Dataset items

▼▼▼

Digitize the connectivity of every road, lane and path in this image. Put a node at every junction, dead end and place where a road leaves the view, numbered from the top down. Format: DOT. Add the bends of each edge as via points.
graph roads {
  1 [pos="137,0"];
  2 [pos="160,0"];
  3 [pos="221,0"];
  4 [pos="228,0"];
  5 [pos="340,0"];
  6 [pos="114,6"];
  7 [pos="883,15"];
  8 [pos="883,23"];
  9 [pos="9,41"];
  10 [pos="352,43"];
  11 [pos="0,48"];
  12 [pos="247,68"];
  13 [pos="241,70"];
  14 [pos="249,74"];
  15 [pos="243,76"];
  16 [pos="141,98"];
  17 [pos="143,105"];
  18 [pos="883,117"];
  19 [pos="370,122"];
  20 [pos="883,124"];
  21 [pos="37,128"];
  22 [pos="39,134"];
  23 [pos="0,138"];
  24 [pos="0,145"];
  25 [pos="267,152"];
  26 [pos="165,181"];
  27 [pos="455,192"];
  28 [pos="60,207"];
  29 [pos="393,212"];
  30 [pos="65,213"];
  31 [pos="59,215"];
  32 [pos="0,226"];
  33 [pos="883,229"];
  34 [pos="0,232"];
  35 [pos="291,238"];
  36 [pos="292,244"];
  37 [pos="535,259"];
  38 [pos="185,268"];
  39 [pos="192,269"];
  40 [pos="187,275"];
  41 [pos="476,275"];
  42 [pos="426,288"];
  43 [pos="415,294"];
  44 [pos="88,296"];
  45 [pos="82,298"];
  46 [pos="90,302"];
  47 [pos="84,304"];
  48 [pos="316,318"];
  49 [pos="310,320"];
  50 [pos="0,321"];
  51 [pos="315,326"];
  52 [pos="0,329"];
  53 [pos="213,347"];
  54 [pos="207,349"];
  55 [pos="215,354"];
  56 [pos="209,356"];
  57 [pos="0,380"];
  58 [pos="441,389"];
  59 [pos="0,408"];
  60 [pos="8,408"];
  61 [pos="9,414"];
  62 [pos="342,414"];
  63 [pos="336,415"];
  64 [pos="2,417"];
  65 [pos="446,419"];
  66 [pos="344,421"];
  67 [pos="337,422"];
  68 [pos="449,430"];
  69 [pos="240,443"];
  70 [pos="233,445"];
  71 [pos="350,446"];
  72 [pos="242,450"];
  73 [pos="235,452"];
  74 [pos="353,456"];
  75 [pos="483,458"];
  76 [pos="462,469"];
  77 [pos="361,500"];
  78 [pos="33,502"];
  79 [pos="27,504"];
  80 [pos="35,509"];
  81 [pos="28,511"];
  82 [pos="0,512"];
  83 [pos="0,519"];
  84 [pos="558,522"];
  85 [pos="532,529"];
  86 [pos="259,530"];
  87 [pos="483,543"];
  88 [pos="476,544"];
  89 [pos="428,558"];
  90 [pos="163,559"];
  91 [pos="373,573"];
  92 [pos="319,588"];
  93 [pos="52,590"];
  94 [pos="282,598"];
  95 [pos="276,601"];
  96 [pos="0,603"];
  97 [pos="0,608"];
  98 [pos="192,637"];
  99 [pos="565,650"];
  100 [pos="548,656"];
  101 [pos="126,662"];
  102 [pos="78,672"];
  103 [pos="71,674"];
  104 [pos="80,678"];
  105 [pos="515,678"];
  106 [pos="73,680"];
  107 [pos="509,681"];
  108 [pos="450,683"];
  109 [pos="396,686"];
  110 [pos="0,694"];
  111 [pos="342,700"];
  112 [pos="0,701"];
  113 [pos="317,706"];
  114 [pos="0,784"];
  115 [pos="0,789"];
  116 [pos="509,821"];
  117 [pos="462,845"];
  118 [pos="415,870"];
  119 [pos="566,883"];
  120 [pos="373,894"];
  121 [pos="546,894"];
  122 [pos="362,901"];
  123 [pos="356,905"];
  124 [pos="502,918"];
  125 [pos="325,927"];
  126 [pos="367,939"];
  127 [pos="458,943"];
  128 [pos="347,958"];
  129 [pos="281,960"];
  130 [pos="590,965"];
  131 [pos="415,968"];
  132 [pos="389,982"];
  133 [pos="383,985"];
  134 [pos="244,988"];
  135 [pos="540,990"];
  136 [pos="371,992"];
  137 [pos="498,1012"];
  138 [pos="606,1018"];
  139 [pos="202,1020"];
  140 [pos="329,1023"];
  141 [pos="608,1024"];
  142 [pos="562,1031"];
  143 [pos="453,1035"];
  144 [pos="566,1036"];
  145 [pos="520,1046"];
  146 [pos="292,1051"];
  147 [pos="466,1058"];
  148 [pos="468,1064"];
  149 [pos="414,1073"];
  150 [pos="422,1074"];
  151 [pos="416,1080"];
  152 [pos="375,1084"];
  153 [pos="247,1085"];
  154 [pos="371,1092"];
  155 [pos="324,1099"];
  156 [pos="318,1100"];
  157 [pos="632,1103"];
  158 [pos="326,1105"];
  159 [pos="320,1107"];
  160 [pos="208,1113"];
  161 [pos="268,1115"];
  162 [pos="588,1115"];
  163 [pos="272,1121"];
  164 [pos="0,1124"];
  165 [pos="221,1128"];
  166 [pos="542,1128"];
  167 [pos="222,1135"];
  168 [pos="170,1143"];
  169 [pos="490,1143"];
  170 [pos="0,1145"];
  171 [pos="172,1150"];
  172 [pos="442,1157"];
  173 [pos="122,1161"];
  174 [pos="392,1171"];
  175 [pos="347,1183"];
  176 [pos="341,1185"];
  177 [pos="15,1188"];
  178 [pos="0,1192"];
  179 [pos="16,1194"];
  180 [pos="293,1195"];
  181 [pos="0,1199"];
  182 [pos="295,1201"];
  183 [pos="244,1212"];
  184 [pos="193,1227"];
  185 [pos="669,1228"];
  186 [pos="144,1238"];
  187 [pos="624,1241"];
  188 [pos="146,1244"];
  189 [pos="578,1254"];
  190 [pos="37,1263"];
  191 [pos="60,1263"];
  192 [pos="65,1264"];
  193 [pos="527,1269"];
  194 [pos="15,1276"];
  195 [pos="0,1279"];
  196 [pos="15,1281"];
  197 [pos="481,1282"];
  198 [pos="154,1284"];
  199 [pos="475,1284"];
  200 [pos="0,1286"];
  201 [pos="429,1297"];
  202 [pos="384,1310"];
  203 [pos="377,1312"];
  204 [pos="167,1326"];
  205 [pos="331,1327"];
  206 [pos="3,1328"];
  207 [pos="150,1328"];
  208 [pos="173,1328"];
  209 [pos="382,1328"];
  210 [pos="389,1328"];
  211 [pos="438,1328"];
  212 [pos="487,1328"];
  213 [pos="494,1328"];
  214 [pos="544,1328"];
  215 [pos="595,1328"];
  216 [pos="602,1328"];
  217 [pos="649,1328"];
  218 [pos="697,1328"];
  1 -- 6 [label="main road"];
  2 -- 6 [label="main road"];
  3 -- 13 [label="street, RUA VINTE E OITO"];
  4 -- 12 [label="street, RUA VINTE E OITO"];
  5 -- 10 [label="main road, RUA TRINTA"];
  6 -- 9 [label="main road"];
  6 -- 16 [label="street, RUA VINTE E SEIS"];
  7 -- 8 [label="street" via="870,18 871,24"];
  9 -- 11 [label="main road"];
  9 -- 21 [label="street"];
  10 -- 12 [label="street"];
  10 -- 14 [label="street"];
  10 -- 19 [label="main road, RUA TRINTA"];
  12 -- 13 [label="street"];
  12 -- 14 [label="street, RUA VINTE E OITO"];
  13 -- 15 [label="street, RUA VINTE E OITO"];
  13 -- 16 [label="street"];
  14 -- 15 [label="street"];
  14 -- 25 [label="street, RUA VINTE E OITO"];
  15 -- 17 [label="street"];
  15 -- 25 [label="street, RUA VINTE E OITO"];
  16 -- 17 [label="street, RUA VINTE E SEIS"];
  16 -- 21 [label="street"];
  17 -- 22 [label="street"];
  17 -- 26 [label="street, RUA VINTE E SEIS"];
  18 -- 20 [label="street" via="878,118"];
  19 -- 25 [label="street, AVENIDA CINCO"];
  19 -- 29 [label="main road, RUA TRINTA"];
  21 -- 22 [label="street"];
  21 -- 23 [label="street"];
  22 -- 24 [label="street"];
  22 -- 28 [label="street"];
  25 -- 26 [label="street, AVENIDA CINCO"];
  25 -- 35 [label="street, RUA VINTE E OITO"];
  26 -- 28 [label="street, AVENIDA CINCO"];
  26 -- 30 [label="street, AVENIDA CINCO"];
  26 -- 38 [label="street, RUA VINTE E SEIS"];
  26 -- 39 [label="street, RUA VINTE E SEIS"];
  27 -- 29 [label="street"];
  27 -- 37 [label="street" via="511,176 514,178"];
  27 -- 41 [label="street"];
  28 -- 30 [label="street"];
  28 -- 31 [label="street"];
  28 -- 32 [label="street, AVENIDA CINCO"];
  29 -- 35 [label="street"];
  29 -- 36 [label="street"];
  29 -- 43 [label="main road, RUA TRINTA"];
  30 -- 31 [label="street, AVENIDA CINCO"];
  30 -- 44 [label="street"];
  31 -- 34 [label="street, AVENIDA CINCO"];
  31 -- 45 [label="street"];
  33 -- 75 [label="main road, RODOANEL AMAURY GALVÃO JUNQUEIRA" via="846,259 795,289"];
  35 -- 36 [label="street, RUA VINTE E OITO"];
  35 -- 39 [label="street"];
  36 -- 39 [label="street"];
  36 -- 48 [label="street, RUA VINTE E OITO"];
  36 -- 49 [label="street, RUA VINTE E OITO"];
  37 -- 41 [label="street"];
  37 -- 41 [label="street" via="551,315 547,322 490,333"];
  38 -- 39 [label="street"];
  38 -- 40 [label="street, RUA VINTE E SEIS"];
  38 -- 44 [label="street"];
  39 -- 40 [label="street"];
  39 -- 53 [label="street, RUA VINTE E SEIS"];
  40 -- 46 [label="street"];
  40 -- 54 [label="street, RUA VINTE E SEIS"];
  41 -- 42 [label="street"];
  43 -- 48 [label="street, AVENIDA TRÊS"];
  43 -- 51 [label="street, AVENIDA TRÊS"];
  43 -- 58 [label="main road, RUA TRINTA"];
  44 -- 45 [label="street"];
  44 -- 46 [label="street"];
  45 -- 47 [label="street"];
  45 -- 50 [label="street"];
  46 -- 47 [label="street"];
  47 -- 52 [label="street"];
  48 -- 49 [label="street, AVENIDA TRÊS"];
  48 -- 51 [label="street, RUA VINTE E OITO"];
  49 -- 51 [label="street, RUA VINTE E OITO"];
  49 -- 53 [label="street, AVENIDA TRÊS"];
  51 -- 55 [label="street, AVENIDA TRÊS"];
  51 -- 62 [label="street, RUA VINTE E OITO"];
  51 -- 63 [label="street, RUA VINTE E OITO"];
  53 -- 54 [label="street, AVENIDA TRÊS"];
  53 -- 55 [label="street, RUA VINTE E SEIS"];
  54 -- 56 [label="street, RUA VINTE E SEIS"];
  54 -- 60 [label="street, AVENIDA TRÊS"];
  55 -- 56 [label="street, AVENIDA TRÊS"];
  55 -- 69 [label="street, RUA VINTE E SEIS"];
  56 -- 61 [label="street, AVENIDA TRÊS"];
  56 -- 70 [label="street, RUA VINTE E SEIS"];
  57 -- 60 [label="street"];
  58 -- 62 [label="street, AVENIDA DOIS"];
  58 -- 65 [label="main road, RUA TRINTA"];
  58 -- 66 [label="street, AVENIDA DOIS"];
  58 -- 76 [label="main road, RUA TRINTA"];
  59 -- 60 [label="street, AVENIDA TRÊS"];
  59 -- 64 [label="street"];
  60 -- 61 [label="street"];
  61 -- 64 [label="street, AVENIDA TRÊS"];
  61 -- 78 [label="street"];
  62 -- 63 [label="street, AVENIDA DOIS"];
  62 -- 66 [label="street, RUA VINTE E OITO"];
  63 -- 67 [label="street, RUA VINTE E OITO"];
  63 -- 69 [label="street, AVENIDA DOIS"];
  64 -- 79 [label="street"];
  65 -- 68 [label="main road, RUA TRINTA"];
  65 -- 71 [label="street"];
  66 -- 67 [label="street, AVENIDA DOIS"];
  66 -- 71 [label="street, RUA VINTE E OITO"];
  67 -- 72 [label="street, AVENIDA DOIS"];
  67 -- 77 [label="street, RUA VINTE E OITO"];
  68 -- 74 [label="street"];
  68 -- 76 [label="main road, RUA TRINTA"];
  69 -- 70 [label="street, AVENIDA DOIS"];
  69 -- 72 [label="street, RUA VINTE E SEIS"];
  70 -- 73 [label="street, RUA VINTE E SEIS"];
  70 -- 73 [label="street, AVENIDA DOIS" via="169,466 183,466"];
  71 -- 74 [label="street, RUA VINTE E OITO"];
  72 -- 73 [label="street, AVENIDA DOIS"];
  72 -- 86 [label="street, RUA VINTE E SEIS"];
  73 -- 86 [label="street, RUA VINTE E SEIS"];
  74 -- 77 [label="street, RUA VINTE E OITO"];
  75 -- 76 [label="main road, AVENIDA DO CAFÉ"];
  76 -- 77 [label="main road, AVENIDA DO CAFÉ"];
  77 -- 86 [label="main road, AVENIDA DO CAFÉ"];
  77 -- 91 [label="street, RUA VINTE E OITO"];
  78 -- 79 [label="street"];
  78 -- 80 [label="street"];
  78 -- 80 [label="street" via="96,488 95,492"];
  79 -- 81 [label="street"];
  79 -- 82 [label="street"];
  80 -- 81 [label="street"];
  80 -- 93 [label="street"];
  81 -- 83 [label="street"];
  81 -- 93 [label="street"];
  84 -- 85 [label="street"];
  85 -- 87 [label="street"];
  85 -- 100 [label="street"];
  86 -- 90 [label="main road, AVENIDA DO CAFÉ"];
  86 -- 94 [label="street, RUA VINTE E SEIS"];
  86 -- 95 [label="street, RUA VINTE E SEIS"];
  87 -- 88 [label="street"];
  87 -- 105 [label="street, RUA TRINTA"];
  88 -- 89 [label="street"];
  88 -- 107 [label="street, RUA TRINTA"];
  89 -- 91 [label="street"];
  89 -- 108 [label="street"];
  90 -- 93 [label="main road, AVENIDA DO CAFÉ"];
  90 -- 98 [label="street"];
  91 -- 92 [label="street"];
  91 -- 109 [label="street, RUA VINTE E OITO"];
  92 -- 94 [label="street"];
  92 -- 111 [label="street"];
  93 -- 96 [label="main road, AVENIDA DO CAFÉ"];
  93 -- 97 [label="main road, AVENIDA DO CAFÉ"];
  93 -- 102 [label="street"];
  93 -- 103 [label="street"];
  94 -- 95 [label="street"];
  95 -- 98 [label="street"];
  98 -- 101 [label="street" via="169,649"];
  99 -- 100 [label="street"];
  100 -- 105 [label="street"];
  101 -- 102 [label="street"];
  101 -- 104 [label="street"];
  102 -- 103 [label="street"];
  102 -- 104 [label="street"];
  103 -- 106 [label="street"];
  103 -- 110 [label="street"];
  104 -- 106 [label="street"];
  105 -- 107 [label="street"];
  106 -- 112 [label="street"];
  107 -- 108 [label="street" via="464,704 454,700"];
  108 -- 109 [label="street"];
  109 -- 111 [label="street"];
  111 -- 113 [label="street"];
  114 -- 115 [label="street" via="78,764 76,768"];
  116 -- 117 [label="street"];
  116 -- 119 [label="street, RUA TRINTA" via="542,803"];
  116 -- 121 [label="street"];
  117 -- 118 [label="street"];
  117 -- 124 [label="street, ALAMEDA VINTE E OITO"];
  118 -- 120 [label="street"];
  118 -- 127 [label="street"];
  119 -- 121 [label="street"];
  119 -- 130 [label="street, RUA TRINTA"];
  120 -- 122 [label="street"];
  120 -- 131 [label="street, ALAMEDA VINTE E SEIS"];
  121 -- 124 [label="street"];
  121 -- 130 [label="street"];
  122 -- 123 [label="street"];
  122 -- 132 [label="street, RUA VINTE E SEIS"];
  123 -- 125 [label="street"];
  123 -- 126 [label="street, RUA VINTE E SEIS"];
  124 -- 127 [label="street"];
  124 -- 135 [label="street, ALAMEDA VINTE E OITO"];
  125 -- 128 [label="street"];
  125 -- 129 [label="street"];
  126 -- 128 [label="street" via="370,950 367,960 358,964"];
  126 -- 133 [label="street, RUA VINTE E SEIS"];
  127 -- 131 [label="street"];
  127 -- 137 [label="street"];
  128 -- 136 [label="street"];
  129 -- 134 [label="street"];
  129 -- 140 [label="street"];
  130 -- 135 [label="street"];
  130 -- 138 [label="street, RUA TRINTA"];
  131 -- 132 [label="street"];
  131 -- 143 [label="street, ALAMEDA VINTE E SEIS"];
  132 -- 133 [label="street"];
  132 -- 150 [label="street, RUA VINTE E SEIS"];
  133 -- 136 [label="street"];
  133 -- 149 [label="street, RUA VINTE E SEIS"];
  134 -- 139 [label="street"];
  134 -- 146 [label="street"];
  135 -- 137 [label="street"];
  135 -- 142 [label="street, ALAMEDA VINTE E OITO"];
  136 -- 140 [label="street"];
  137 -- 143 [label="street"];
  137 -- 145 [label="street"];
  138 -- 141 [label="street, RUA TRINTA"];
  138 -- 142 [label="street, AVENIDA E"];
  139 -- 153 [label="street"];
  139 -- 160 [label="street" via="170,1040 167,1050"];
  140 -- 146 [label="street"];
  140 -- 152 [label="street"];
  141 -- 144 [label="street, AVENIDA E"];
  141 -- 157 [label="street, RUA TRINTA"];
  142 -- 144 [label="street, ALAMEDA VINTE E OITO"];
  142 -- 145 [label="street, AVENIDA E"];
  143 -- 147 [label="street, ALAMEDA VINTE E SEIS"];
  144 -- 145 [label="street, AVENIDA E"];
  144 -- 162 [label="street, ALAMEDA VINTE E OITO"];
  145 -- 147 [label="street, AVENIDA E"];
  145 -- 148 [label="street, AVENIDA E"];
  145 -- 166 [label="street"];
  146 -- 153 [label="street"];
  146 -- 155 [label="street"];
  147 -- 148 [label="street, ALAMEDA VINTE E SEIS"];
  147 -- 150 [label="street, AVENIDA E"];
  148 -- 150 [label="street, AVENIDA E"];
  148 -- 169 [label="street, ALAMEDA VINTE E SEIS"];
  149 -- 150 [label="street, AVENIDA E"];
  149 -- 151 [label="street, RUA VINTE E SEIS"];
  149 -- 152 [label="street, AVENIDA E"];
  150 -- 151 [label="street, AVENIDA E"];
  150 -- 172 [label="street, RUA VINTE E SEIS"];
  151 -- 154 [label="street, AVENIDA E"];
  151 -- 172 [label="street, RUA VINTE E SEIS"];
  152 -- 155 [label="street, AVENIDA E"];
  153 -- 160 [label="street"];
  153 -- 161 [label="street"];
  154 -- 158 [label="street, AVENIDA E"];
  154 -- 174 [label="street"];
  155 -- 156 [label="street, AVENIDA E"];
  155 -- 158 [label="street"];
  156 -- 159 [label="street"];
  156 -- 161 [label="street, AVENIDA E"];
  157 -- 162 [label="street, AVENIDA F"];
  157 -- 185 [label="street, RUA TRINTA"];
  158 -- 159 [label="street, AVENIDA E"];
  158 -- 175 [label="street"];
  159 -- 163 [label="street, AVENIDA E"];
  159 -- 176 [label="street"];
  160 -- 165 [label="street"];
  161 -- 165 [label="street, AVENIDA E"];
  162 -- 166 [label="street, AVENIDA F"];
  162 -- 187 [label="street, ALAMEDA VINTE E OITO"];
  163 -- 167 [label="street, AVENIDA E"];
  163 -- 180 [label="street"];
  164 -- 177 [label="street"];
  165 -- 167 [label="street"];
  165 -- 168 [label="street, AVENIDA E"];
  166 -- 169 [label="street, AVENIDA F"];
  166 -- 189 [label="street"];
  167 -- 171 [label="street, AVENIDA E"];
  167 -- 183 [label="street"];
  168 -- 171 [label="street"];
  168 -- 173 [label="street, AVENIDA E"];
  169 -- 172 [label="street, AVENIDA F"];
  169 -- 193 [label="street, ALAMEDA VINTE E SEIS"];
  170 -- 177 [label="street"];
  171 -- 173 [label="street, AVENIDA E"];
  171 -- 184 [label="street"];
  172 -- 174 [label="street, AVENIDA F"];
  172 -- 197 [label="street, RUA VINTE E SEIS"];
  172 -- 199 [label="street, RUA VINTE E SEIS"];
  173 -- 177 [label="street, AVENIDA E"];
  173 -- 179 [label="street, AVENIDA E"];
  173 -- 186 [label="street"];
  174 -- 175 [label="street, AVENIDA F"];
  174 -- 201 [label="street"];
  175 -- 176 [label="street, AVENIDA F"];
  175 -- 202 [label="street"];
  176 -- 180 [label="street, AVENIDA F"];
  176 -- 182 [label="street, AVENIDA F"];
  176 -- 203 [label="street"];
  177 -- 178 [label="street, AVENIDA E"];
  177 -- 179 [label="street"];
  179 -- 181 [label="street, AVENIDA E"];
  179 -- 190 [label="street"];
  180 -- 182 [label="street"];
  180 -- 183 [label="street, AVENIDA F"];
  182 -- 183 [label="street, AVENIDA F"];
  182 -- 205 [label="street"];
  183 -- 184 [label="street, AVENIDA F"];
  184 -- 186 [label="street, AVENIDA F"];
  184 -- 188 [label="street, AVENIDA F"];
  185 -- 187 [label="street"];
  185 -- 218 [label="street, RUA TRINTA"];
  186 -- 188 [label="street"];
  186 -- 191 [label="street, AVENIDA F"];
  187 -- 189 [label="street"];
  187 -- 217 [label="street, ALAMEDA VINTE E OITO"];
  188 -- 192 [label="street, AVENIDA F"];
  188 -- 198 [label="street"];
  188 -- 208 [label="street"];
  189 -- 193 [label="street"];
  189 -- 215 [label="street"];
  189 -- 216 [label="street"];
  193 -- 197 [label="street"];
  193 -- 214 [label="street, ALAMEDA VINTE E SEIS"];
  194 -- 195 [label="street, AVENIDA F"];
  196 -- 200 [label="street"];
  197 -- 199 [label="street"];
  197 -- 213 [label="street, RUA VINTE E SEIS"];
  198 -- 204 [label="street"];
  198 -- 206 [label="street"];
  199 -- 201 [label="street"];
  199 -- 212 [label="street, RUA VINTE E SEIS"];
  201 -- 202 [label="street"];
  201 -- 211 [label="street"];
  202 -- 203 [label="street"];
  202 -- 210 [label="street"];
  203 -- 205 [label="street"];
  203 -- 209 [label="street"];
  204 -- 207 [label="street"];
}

▲▲▲

Activity → Check each line of the data for "TRÊS". Copy the lines where it turns up.

Solution to the problem →
  43 -- 48 [label="street, AVENIDA TRÊS"];
  43 -- 51 [label="street, AVENIDA TRÊS"];
  48 -- 49 [label="street, AVENIDA TRÊS"];
  49 -- 53 [label="street, AVENIDA TRÊS"];
  51 -- 55 [label="street, AVENIDA TRÊS"];
  53 -- 54 [label="street, AVENIDA TRÊS"];
  54 -- 60 [label="street, AVENIDA TRÊS"];
  55 -- 56 [label="street, AVENIDA TRÊS"];
  56 -- 61 [label="street, AVENIDA TRÊS"];
  59 -- 60 [label="street, AVENIDA TRÊS"];
  61 -- 64 [label="street, AVENIDA TRÊS"];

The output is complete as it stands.